ABOUT THIS EXERCISE -
Look over the lines below. Report each one that includes the string "Danielssons".

DATA FOR ANALYSIS -
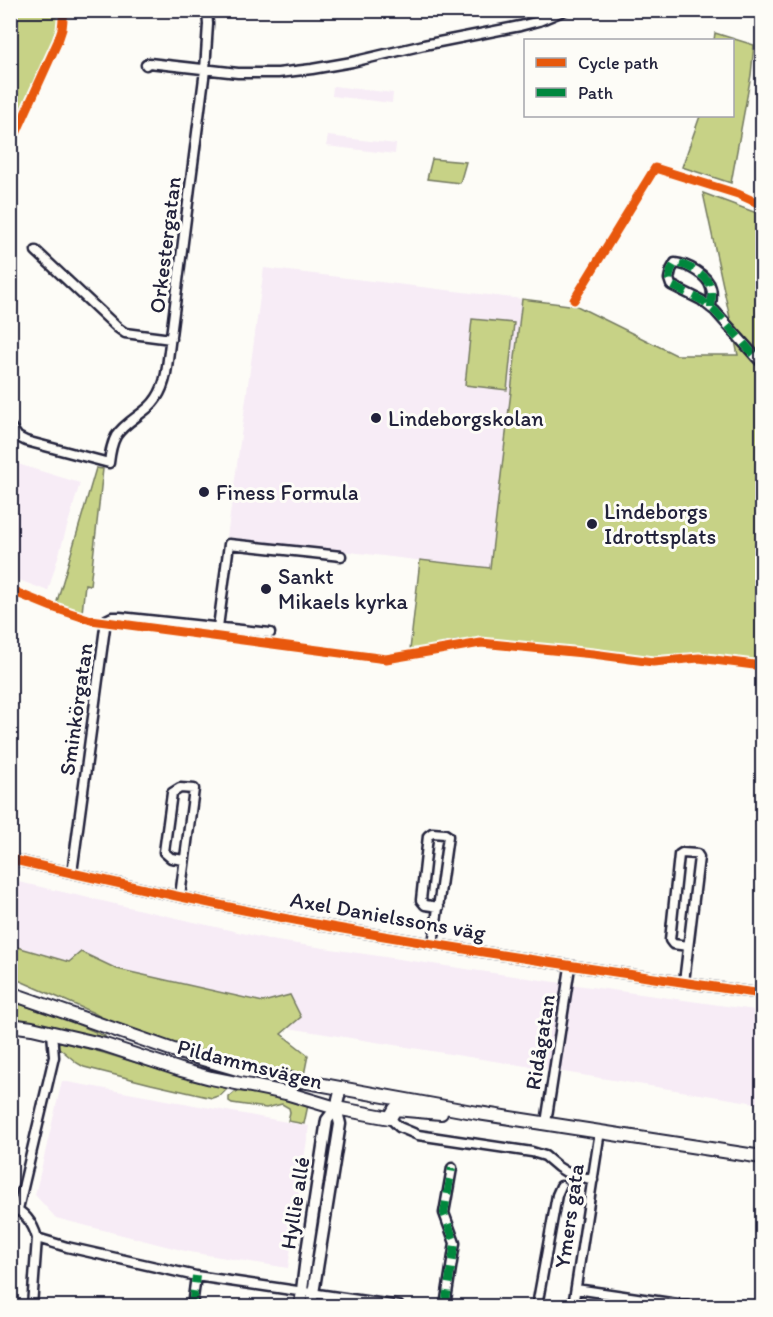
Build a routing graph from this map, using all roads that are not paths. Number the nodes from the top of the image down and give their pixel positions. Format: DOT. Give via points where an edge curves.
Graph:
graph roads {
  1 [pos="207,10"];
  2 [pos="565,10"];
  3 [pos="146,65"];
  4 [pos="205,70"];
  5 [pos="36,251"];
  6 [pos="711,308"];
  7 [pos="171,339"];
  8 [pos="762,363"];
  9 [pos="10,426"];
  10 [pos="341,556"];
  11 [pos="215,627"];
  12 [pos="270,633"];
  13 [pos="10,859"];
  14 [pos="184,860"];
  15 [pos="72,873"];
  16 [pos="180,896"];
  17 [pos="439,907"];
  18 [pos="433,944"];
  19 [pos="688,946"];
  20 [pos="570,966"];
  21 [pos="684,982"];
  22 [pos="10,993"];
  23 [pos="762,994"];
  24 [pos="10,1025"];
  25 [pos="52,1033"];
  26 [pos="341,1088"];
  27 [pos="336,1108"];
  28 [pos="478,1113"];
  29 [pos="390,1118"];
  30 [pos="546,1123"];
  31 [pos="600,1131"];
  32 [pos="762,1157"];
  33 [pos="452,1168"];
  34 [pos="593,1180"];
  35 [pos="561,1186"];
  36 [pos="14,1208"];
  37 [pos="37,1238"];
  38 [pos="196,1276"];
  39 [pos="576,1289"];
  40 [pos="308,1293"];
  41 [pos="32,1306"];
  42 [pos="192,1306"];
  43 [pos="300,1306"];
  44 [pos="311,1306"];
  45 [pos="399,1306"];
  46 [pos="445,1306"];
  47 [pos="537,1306"];
  48 [pos="573,1306"];
  49 [pos="691,1306"];
  1 -- 4 [label="street, Orkestergatan"];
  2 -- 4 [label="street" via="519,26 312,69 270,73"];
  3 -- 4 [label="street"];
  4 -- 7 [label="street, Orkestergatan"];
  5 -- 7 [label="street" via="125,333"];
  6 -- 6 [label="street" via="707,278 675,263 669,279 671,285"];
  6 -- 8 [label="street"];
  7 -- 9 [label="street, Orkestergatan" via="166,375 155,400 117,435 108,464 26,441"];
  10 -- 11 [label="street" via="229,544"];
  11 -- 12 [label="street"];
  11 -- 15 [label="street, Sminkörgatan" via="120,617 106,620"];
  13 -- 15 [label="street, Axel Danielssons väg"];
  14 -- 14 [label="street" via="194,789 180,788 172,793 164,852"];
  14 -- 16 [label="street"];
  15 -- 16 [label="street, Axel Danielssons väg"];
  16 -- 18 [label="street, Axel Danielssons väg"];
  17 -- 17 [label="street" via="448,837 432,833 428,836 421,900 425,905"];
  17 -- 18 [label="street"];
  18 -- 20 [label="street, Axel Danielssons väg"];
  19 -- 19 [label="street" via="699,857 682,853 670,940"];
  19 -- 21 [label="street"];
  20 -- 21 [label="street, Axel Danielssons väg"];
  20 -- 30 [label="street, Ridågatan"];
  21 -- 23 [label="street, Axel Danielssons väg"];
  22 -- 26 [label="main road, Pildammsvägen" via="241,1070"];
  24 -- 25 [label="main road, Pildammsvägen"];
  25 -- 27 [label="main road, Pildammsvägen"];
  25 -- 36 [label="street" via="54,1057"];
  26 -- 27 [label="street, Hyllie allé"];
  26 -- 28 [label="main road, Pildammsvägen"];
  27 -- 29 [label="main road, Pildammsvägen"];
  27 -- 40 [label="street, Hyllie allé" via="327,1120 306,1258"];
  28 -- 29 [label="main road, Pildammsvägen" via="395,1109"];
  28 -- 30 [label="main road, Pildammsvägen"];
  29 -- 34 [label="street" via="399,1127 418,1135 532,1152 545,1156 566,1172"];
  30 -- 31 [label="main road, Pildammsvägen"];
  31 -- 32 [label="main road, Pildammsvägen"];
  31 -- 34 [label="street, Ymers gata"];
  33 -- 46 [label="street" via="444,1213 455,1243"];
  34 -- 39 [label="street, Ymers gata"];
  35 -- 47 [label="street"];
  36 -- 37 [label="street" via="32,1223"];
  37 -- 38 [label="street"];
  37 -- 41 [label="street"];
  38 -- 40 [label="street"];
  38 -- 42 [label="street"];
  39 -- 48 [label="street, Ymers gata"];
  39 -- 49 [label="street"];
  40 -- 43 [label="street, Hyllie allé"];
  40 -- 44 [label="street, Hyllie allé"];
  40 -- 45 [label="street"];
}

RESULT OF THE TASK -
  13 -- 15 [label="street, Axel Danielssons väg"];
  15 -- 16 [label="street, Axel Danielssons väg"];
  16 -- 18 [label="street, Axel Danielssons väg"];
  18 -- 20 [label="street, Axel Danielssons väg"];
  20 -- 21 [label="street, Axel Danielssons väg"];
  21 -- 23 [label="street, Axel Danielssons väg"];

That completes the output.